Listed records ::

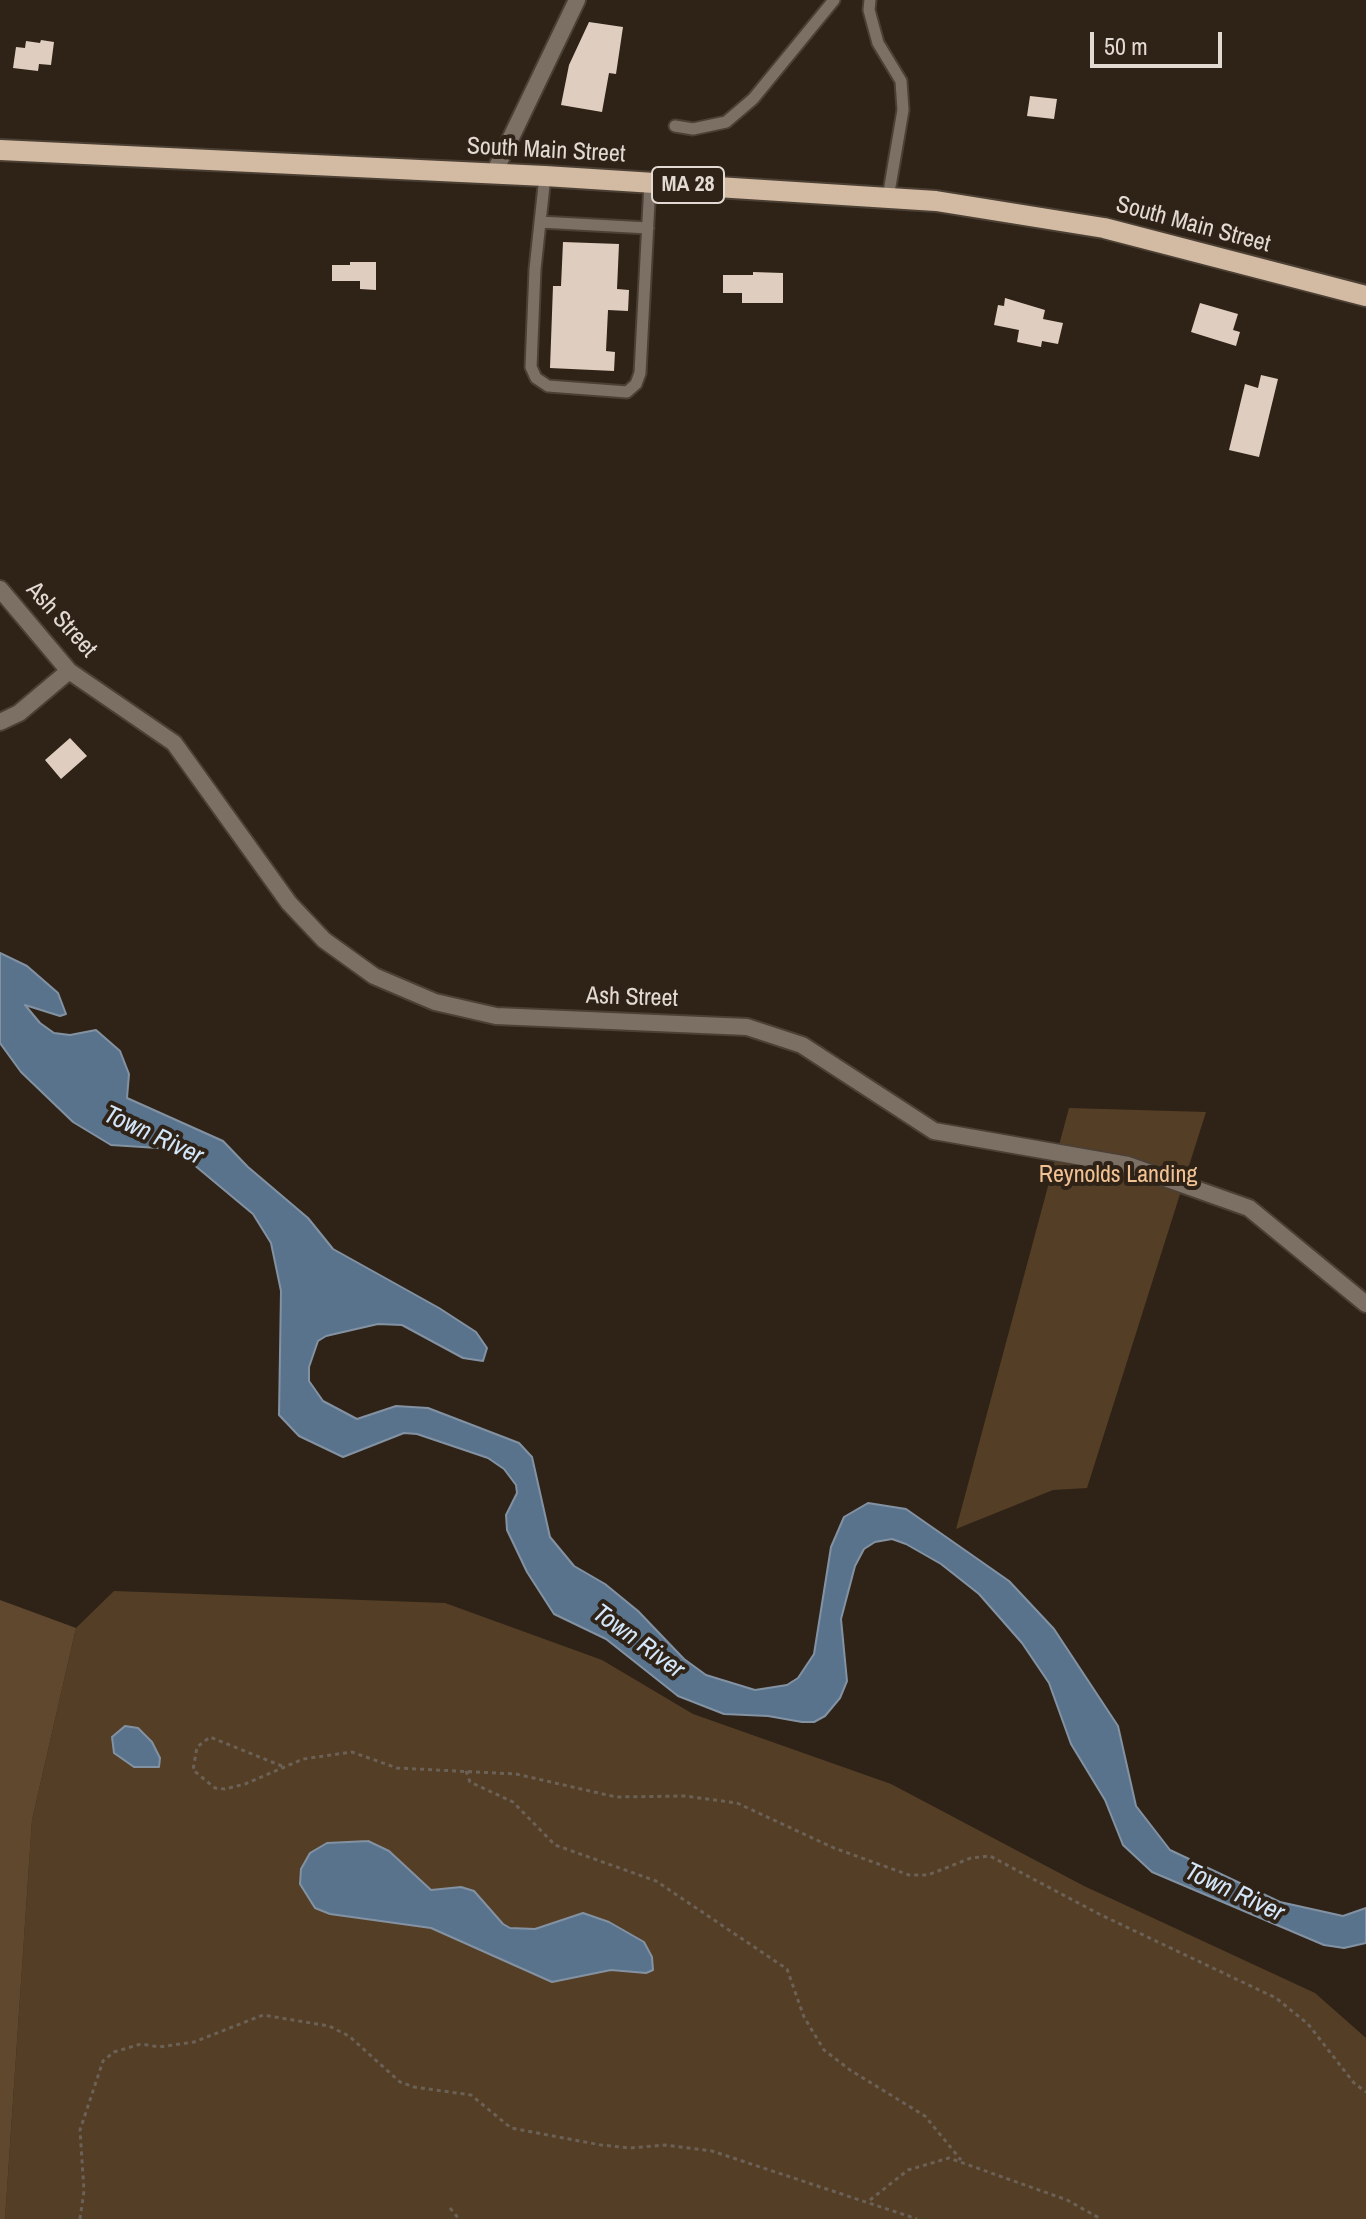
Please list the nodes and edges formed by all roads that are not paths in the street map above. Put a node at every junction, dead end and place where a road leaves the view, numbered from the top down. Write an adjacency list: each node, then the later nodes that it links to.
1 (577, 0): 6 (street)
2 (834, 0): 4 (lane)
3 (870, 0): 9 (lane)
4 (675, 126)
5 (0, 150): 6 (main road, South Main Street / MA 28)
6 (494, 173): 7 (main road, South Main Street / MA 28)
7 (545, 176): 8 (main road, South Main Street / MA 28); 10 (lane)
8 (650, 183): 9 (main road, South Main Street / MA 28); 11 (lane)
9 (888, 198): 12 (main road, South Main Street / MA 28)
10 (540, 222): 11 (lane); 11 (lane)
11 (648, 228)
12 (1366, 296)
13 (0, 589): 14 (street, Ash Street)
14 (69, 671): 15 (street); 16 (street, Ash Street)
15 (0, 722)
16 (1366, 1304)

What you will do ::
Repeat the records in full and exactly, leaving every picture out.

Written answer ::
Please list the nodes and edges formed by all roads that are not paths in the street map above. Put a node at every junction, dead end and place where a road leaves the view, numbered from the top down. Write an adjacency list: each node, then the later nodes that it links to.
1 (577, 0): 6 (street)
2 (834, 0): 4 (lane)
3 (870, 0): 9 (lane)
4 (675, 126)
5 (0, 150): 6 (main road, South Main Street / MA 28)
6 (494, 173): 7 (main road, South Main Street / MA 28)
7 (545, 176): 8 (main road, South Main Street / MA 28); 10 (lane)
8 (650, 183): 9 (main road, South Main Street / MA 28); 11 (lane)
9 (888, 198): 12 (main road, South Main Street / MA 28)
10 (540, 222): 11 (lane); 11 (lane)
11 (648, 228)
12 (1366, 296)
13 (0, 589): 14 (street, Ash Street)
14 (69, 671): 15 (street); 16 (street, Ash Street)
15 (0, 722)
16 (1366, 1304)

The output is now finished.